It appears that Jonathan Papelbon is focusing on being a starter this year, despite his dominating performance last season
“I told [Red Sox general manager Theo Epstein] the other day, ‘I guess I’m going to have to go out and win my first five in a row just to quiet everybody and let them know I’m in the rotation,’” said Papelbon. “Right now, my whole body, mind, everything is focused on going out and starting.”Â
“This is a decision that Theo and I made at the end of last year so that Theo could have a plan going into Spring Training what kind of direction he wanted to take with the team,” said Papelbon. “I think that was just a decision we made early, and that was the route he wanted to go.”
The article goes on to talk about the switch from closer to starter
Health was the primary reason for the switch. Papelbon’s right shoulder broke down on Sept. 1, and after a thorough medical study, the Red Sox determined that he’d be better off with a starter’s workload.

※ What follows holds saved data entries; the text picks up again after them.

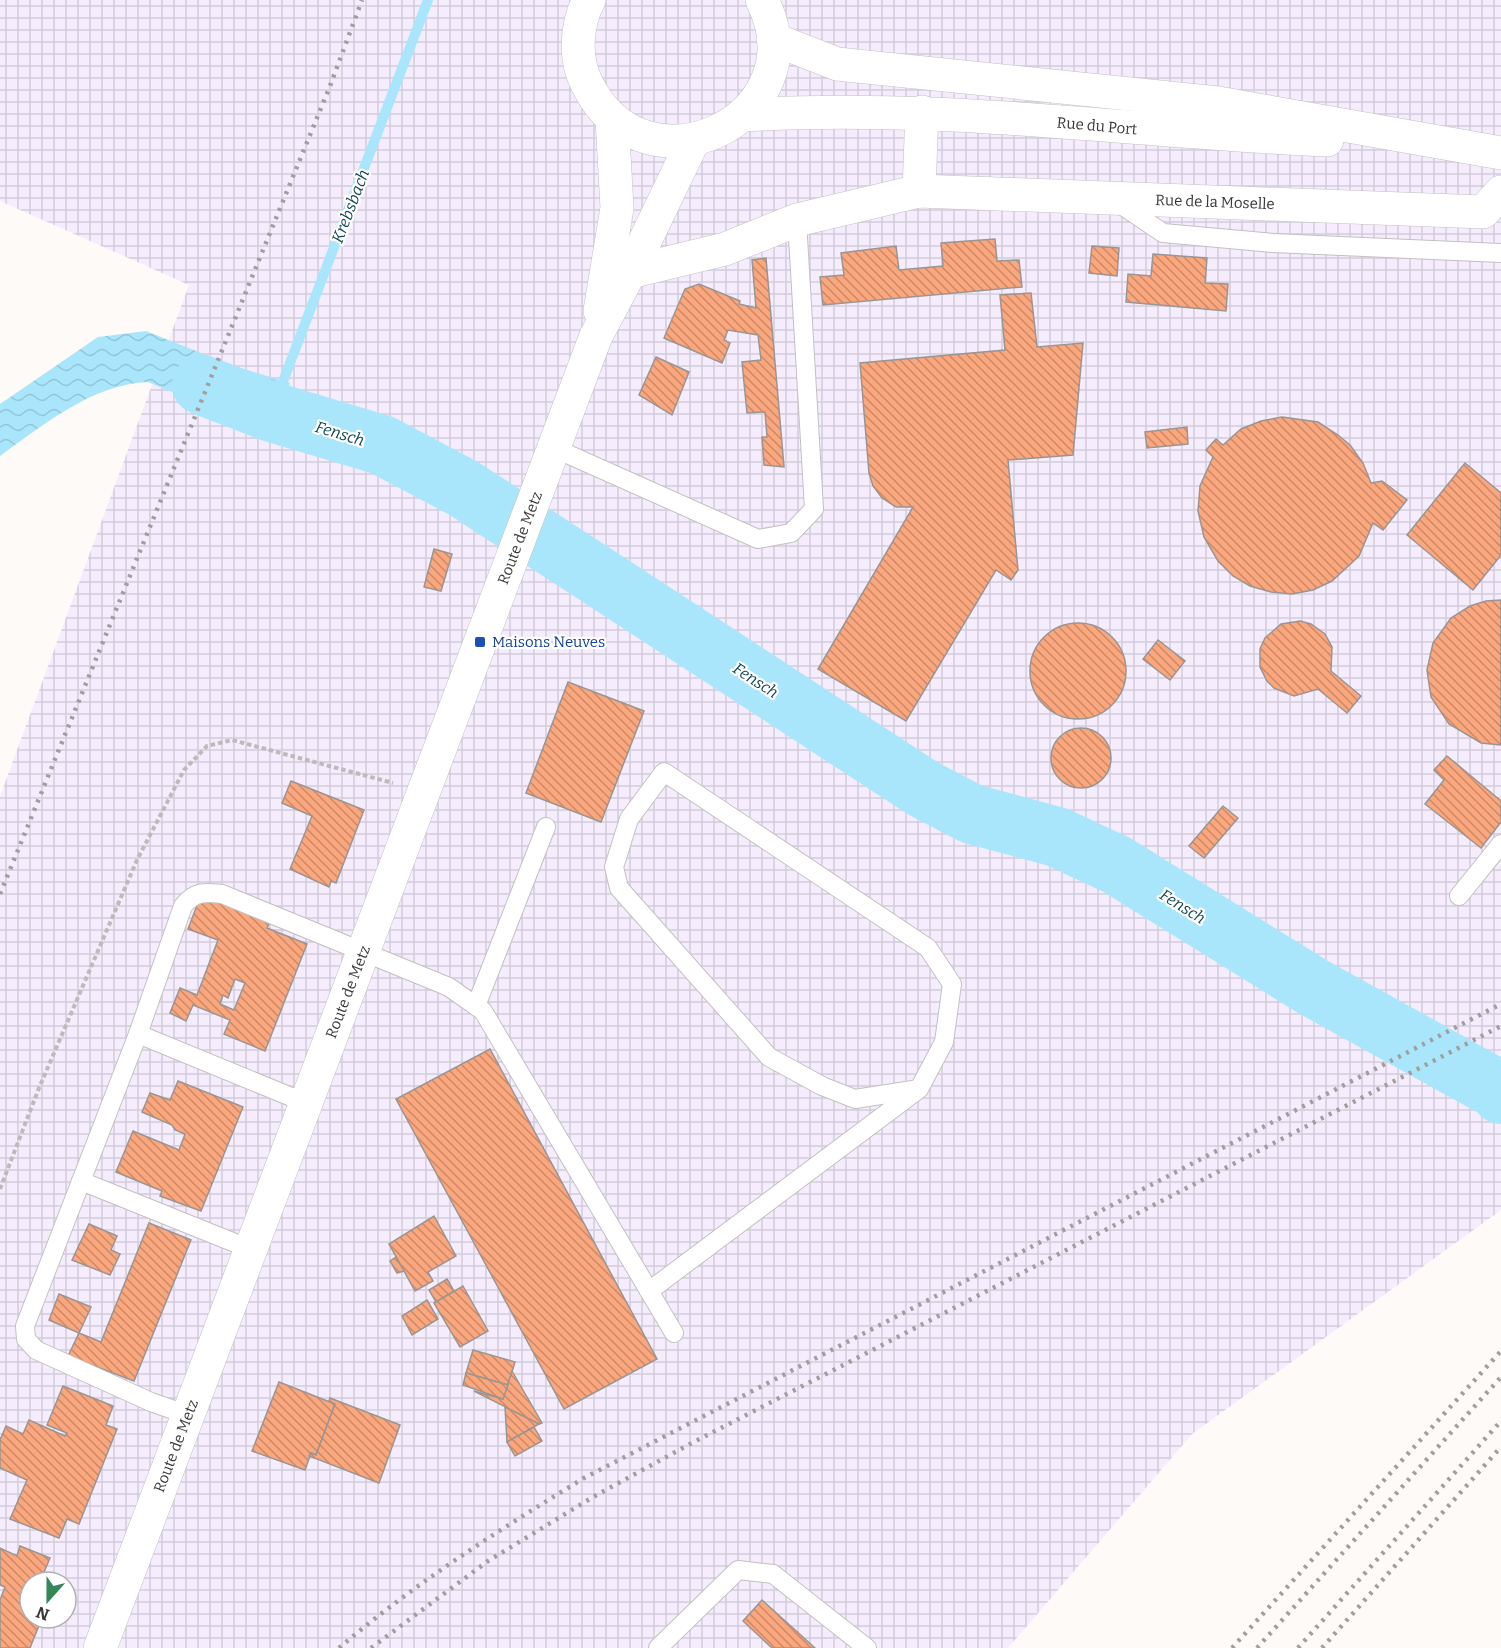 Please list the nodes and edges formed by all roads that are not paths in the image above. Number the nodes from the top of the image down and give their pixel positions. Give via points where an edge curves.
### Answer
1 (589, 0) edge
2 (762, 0) edge
3 (773, 39) junction
4 (1218, 103) junction
5 (922, 112) junction
6 (744, 115) junction
7 (612, 119) junction
8 (693, 141) junction
9 (1449, 145) junction
10 (1501, 153) edge
11 (919, 191) junction
12 (1501, 192) edge
13 (1110, 198) junction
14 (797, 220) junction
15 (1501, 253) edge
16 (630, 272) junction
17 (596, 336) junction
18 (554, 448) junction
19 (546, 827) dead end
20 (1501, 844) edge
21 (1459, 896) dead end
22 (363, 951) junction
23 (476, 1006) junction
24 (138, 1034) junction
25 (919, 1089) junction
26 (306, 1103) junction
27 (81, 1181) junction
28 (250, 1249) junction
29 (649, 1291) junction
30 (674, 1333) dead end
31 (188, 1414) junction
32 (100, 1648) edge
33 (658, 1648) edge
34 (867, 1648) edge

1 - 7 main road via 580,26 578,52 583,77
2 - 3 main road
3 - 4 main road, Rue du Port via 837,64
3 - 6 main road via 771,67 761,92
4 - 5 main road via 1140,108 949,89
4 - 9 main road, Rue du Port
5 - 6 main road, Rue du Port via 817,110
5 - 9 main road, Rue du Port via 1211,135
5 - 11 main road
6 - 8 main road via 721,132
7 - 8 main road via 636,134 664,142
7 - 17 main road, Route de Metz via 618,208
8 - 16 main road, Route de Metz
9 - 10 main road, Rue du Port
11 - 13 main road, Rue de la Moselle
11 - 14 main road, Rue de la Moselle
12 - 13 main road, Rue de la Moselle via 1483,212
13 - 15 lane via 1162,233 1273,243
14 - 16 main road, Rue de la Moselle via 725,249
14 - 18 lane via 814,509 791,532 758,539
16 - 17 main road, Route de Metz
17 - 18 main road, Route de Metz
18 - 22 main road, Route de Metz
19 - 23 lane
20 - 21 lane
22 - 23 lane via 449,987
22 - 24 lane via 222,894 192,895 183,906
22 - 26 main road, Route de Metz
23 - 29 lane via 483,1011
24 - 26 lane
24 - 27 lane
25 - 25 lane via 944,1042 952,984 928,948 664,772 629,819 614,867 619,888 769,1057 855,1099
25 - 29 lane
26 - 28 main road, Route de Metz
27 - 28 lane
27 - 31 lane via 25,1326 26,1339 36,1350 151,1402
28 - 31 main road, Route de Metz
29 - 30 lane
31 - 32 main road, Route de Metz
33 - 34 lane via 738,1570 773,1574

“For me, it not only plays into what they drafted me as, which is a starter, but it allows me to go out there and give them everything I’ve got on one day and build my body up to go do it in another five days,” said Papelbon.
The 26-year-old Papelbon got a reality check late last season, and it is one that will probably help him through the rest of his career.
“For me, my livelihood is my arm,” said Papelbon. “I treat it like a little baby now.”
Asked if he would be surprised to end up back in the pen
“It wouldn’t surprise me a whole lot, but at the same time, we’ve got some good competition at that spot,” said Papelbon. “There’s no doubt it. The guys we have right now — as far as [Craig] Hansen, [Manny] Delcarmen and [Joel] Pineiro — the competition in the bullpen is going to be stiff. That’s only going to make us better.”
And, as far as Papelbon is concerned, both he and the Red Sox will be better with him taking the ball for 200 innings a season instead of 70.
It will be interesting to see how this all plays out. A little note, many of the recent champs (Cardinals-Wainright, White Sox-Jenks, Marlins-Urbina) did not have their opening day closers on the mound when they won it all. I guess this can be considered an optimistic perspective for a pessimistic situation.